PROBLEM TO WORK ON:
The output should be all lines of the entries below in which the word "Jungfernwiese" occurs.

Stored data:
········
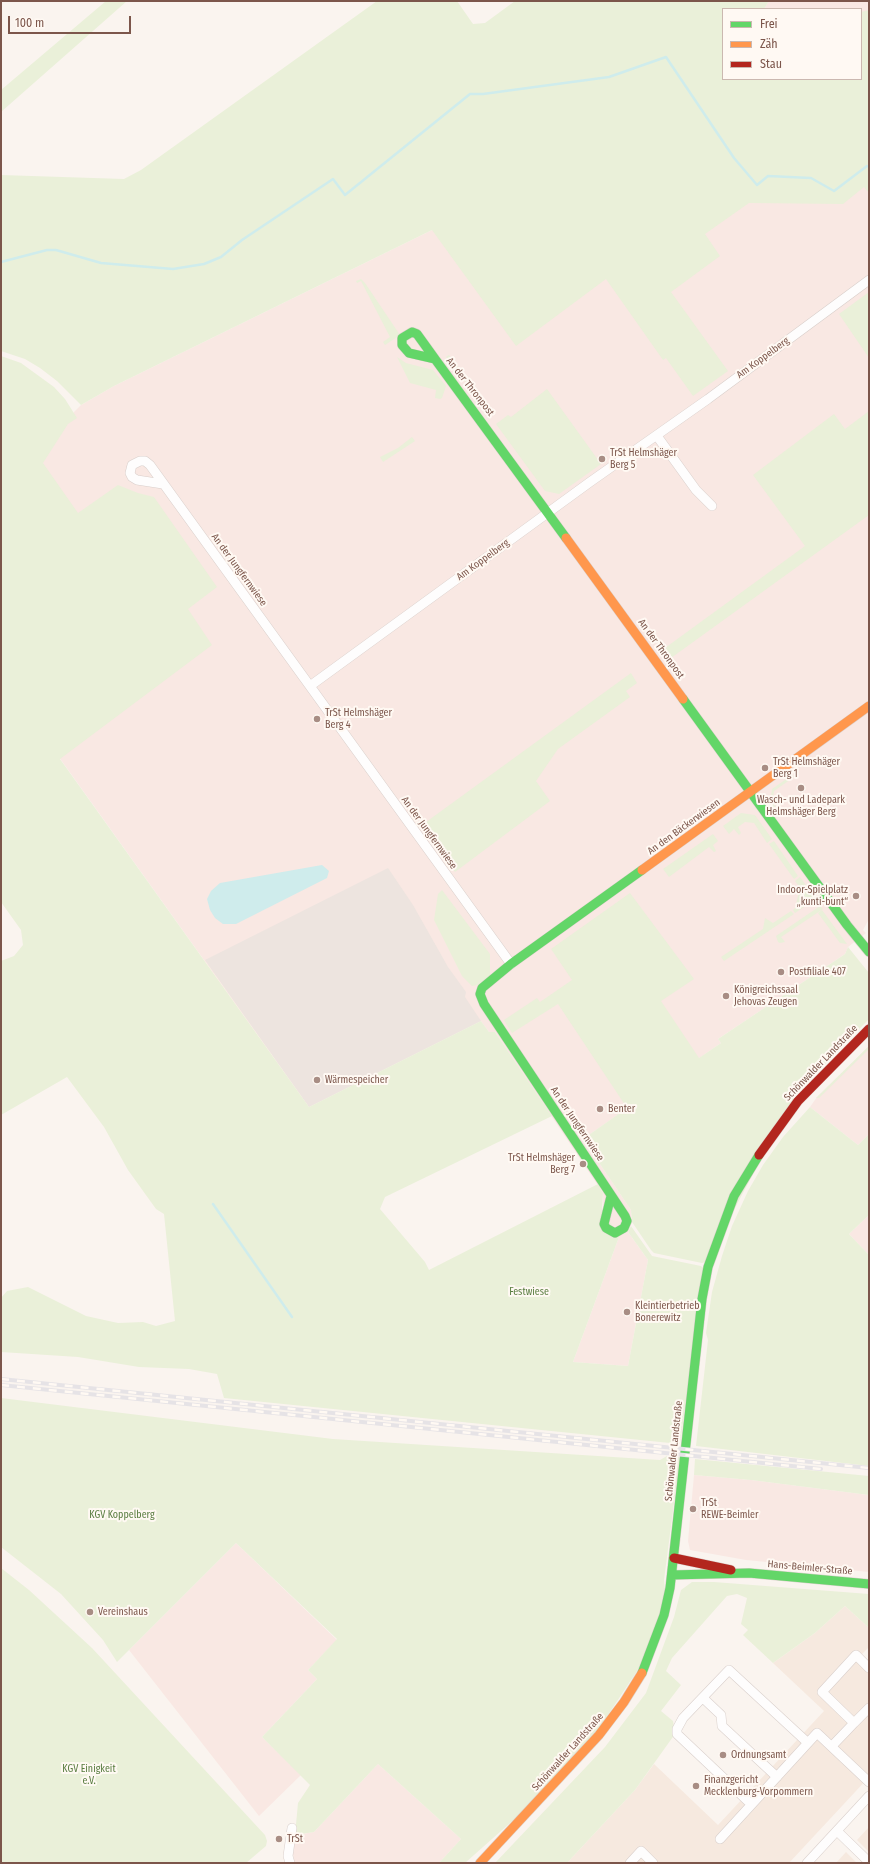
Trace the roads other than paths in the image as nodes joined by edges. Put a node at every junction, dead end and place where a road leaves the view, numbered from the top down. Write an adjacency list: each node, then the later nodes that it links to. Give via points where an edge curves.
1 (869, 280): 3 (street, Am Koppelberg)
2 (435, 359): 6 (street, An der Thronpost)
3 (657, 436): 5 (street, via 696,490); 6 (street, Am Koppelberg)
4 (162, 484): 7 (street, An der Jungfernwiese)
5 (712, 506)
6 (548, 512): 7 (street, Am Koppelberg); 9 (street, An der Thronpost)
7 (310, 686): 11 (street, An der Jungfernwiese)
8 (869, 706): 9 (street, An den Bäckerwiesen)
9 (751, 793): 10 (street, An der Thronpost); 11 (street, An den Bäckerwiesen)
10 (869, 952)
11 (511, 964): 13 (street, An der Jungfernwiese, via 486,984 480,994 481,999)
12 (869, 1029): 14 (street, Schönwalder Landstraße, via 798,1101 765,1144 734,1196 719,1234 708,1267 702,1299)
13 (611, 1196)
14 (674, 1558): 15 (street, Hans-Beimler-Straße); 16 (street, Schönwalder Landstraße)
15 (749, 1573): 16 (street, Hans-Beimler-Straße); 17 (street, Hans-Beimler-Straße)
16 (672, 1575): 33 (street, Schönwalder Landstraße, via 664,1615 653,1648 636,1684 599,1735)
17 (869, 1584)
18 (869, 1668): 21 (street, via 856,1655 822,1692)
19 (703, 1698): 22 (street, via 729,1670); 24 (street, via 721,1715 722,1726); 27 (street, via 683,1718 677,1734)
20 (869, 1708): 21 (street)
21 (854, 1722): 23 (street)
22 (808, 1744): 23 (street, via 818,1733); 24 (street)
23 (832, 1746): 25 (street)
24 (777, 1777): 27 (street)
25 (869, 1782)
26 (869, 1796): 29 (street)
27 (751, 1804): 30 (street)
28 (292, 1828): 32 (street, via 288,1856)
29 (837, 1831): 31 (street); 36 (street)
30 (720, 1839)
31 (869, 1862)
32 (290, 1863)
33 (480, 1863)
34 (630, 1863): 35 (street, via 641,1851)
35 (653, 1863)
36 (807, 1863)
········
TASK RESPONSE:
4 (162, 484): 7 (street, An der Jungfernwiese)
7 (310, 686): 11 (street, An der Jungfernwiese)
11 (511, 964): 13 (street, An der Jungfernwiese, via 486,984 480,994 481,999)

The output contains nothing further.